What you will do:
Look through the data below and return each line where "that" appears.
****************************************
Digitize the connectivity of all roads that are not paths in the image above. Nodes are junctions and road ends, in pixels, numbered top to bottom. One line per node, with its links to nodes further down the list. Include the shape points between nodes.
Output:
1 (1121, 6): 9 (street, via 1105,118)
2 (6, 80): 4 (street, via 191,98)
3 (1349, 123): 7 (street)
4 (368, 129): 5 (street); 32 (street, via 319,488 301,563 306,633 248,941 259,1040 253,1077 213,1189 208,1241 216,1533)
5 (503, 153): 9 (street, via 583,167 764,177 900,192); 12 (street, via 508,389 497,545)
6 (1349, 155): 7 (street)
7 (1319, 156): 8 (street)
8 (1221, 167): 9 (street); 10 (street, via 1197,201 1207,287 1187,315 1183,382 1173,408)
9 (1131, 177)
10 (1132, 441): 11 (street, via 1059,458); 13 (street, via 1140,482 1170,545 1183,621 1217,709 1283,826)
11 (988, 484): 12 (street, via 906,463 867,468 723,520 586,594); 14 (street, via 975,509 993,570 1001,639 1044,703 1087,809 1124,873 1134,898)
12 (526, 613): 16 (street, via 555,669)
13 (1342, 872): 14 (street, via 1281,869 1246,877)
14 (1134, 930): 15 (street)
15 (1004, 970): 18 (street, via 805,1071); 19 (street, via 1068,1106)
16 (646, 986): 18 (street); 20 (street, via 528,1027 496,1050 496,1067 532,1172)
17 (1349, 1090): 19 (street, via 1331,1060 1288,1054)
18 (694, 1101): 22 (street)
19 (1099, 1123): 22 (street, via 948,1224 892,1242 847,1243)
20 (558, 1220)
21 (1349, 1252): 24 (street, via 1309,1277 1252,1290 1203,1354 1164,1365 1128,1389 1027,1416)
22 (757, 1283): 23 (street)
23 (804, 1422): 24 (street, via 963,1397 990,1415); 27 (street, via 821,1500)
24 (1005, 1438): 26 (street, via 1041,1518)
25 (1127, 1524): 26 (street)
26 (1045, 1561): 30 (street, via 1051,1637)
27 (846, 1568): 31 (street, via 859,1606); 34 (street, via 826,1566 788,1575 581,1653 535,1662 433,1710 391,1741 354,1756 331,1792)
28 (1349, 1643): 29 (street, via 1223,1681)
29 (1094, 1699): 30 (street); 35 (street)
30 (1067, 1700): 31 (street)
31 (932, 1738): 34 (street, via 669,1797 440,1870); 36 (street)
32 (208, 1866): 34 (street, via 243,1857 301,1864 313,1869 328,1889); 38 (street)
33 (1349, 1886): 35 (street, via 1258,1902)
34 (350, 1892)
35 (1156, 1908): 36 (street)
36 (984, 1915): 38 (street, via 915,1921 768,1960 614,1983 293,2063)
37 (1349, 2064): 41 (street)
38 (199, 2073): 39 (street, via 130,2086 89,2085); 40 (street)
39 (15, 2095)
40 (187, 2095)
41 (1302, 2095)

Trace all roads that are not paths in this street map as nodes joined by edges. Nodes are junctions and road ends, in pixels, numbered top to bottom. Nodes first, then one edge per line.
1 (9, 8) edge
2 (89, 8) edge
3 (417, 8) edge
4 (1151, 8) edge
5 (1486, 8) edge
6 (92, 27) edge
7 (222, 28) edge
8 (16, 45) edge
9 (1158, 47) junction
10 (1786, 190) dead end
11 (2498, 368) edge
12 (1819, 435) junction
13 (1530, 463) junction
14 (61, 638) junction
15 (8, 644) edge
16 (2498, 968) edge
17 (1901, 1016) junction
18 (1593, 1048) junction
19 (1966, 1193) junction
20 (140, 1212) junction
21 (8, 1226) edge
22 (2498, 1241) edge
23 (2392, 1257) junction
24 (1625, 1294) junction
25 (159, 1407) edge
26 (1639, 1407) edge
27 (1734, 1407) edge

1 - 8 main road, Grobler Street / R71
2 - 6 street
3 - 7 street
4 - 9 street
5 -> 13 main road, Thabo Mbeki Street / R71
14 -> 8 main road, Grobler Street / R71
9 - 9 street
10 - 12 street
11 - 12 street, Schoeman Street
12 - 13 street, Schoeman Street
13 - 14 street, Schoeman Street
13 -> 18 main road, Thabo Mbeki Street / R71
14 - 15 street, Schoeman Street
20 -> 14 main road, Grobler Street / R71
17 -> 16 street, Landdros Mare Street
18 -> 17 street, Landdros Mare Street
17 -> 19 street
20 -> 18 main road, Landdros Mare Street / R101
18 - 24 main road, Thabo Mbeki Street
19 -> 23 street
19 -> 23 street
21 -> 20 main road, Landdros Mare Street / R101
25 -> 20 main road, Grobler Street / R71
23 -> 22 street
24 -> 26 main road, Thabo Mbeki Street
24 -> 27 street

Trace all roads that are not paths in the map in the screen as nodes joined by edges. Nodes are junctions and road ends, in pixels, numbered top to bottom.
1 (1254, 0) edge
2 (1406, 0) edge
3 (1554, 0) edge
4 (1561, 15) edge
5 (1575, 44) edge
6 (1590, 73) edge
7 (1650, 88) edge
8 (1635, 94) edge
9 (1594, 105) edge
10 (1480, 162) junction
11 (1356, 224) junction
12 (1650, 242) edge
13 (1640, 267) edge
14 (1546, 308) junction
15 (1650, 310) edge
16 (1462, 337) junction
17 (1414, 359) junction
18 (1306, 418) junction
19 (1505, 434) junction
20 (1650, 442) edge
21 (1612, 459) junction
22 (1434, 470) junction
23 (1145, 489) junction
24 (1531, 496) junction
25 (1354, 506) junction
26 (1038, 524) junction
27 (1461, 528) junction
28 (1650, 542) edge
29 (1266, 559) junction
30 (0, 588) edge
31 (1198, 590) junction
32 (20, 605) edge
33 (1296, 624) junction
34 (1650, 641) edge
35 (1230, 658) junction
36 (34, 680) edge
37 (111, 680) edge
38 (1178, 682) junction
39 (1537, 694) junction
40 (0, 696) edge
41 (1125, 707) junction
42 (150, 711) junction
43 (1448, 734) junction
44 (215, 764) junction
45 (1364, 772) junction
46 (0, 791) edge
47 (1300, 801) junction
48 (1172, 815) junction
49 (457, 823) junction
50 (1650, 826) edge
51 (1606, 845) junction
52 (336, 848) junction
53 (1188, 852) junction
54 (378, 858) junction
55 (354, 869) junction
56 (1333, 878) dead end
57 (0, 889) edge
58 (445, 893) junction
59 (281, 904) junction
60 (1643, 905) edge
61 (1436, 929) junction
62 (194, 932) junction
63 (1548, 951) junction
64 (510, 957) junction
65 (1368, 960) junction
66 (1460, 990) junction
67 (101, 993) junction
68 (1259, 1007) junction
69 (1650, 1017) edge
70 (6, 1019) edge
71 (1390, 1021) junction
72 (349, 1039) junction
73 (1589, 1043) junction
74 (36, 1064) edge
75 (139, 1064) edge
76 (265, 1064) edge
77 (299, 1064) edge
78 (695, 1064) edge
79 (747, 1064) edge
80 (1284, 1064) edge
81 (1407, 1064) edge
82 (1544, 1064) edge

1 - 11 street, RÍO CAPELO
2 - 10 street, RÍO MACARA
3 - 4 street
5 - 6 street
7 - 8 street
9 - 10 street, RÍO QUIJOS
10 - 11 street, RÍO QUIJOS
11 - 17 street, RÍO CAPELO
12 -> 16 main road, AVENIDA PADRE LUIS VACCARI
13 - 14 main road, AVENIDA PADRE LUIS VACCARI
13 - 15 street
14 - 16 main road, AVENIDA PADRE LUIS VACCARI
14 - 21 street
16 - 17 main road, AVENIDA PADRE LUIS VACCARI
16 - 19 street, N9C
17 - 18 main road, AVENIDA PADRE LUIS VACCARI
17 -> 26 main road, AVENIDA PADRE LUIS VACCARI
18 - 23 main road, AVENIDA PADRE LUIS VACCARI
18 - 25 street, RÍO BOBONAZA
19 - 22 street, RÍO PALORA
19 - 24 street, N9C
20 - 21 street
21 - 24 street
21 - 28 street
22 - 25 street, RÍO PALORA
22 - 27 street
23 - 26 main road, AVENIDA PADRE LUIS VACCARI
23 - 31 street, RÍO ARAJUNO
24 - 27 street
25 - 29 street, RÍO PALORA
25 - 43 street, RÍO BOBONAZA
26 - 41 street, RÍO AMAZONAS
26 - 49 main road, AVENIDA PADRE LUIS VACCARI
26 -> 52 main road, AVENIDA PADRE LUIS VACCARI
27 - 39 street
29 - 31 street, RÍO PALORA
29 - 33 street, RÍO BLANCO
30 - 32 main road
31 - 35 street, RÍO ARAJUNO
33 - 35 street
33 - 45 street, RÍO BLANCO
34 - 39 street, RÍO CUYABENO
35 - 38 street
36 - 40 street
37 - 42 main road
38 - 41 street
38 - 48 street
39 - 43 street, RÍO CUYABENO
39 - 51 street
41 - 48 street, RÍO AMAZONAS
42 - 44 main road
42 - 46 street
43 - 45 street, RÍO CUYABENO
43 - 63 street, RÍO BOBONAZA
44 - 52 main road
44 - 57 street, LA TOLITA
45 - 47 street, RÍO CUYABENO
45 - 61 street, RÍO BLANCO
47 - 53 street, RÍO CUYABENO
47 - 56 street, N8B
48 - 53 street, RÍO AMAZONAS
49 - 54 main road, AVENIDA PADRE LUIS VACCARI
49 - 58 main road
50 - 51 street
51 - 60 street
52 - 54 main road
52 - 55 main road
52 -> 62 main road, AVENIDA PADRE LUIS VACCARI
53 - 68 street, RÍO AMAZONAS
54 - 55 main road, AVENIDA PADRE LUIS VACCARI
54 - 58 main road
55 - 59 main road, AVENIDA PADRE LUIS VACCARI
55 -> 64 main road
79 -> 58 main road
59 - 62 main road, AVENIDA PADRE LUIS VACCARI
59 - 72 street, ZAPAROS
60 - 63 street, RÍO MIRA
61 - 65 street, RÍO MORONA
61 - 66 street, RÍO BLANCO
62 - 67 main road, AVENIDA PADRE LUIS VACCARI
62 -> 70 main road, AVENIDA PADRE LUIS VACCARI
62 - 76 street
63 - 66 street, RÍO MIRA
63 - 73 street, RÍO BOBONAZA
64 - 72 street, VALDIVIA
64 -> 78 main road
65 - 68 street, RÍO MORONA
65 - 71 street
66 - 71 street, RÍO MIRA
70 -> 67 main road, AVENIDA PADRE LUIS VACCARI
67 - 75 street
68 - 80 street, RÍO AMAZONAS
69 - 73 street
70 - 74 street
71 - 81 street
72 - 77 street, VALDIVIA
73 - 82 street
****************************************
Your solution:
Digitize the connectivity of all roads that are not paths in the image above. Nodes are junctions and road ends, in pixels, numbered top to bottom. One line per node, with its links to nodes further down the list. Include the shape points between nodes.
Trace all roads that are not paths in this street map as nodes joined by edges. Nodes are junctions and road ends, in pixels, numbered top to bottom. Nodes first, then one edge per line.
Trace all roads that are not paths in the map in the screen as nodes joined by edges. Nodes are junctions and road ends, in pixels, numbered top to bottom.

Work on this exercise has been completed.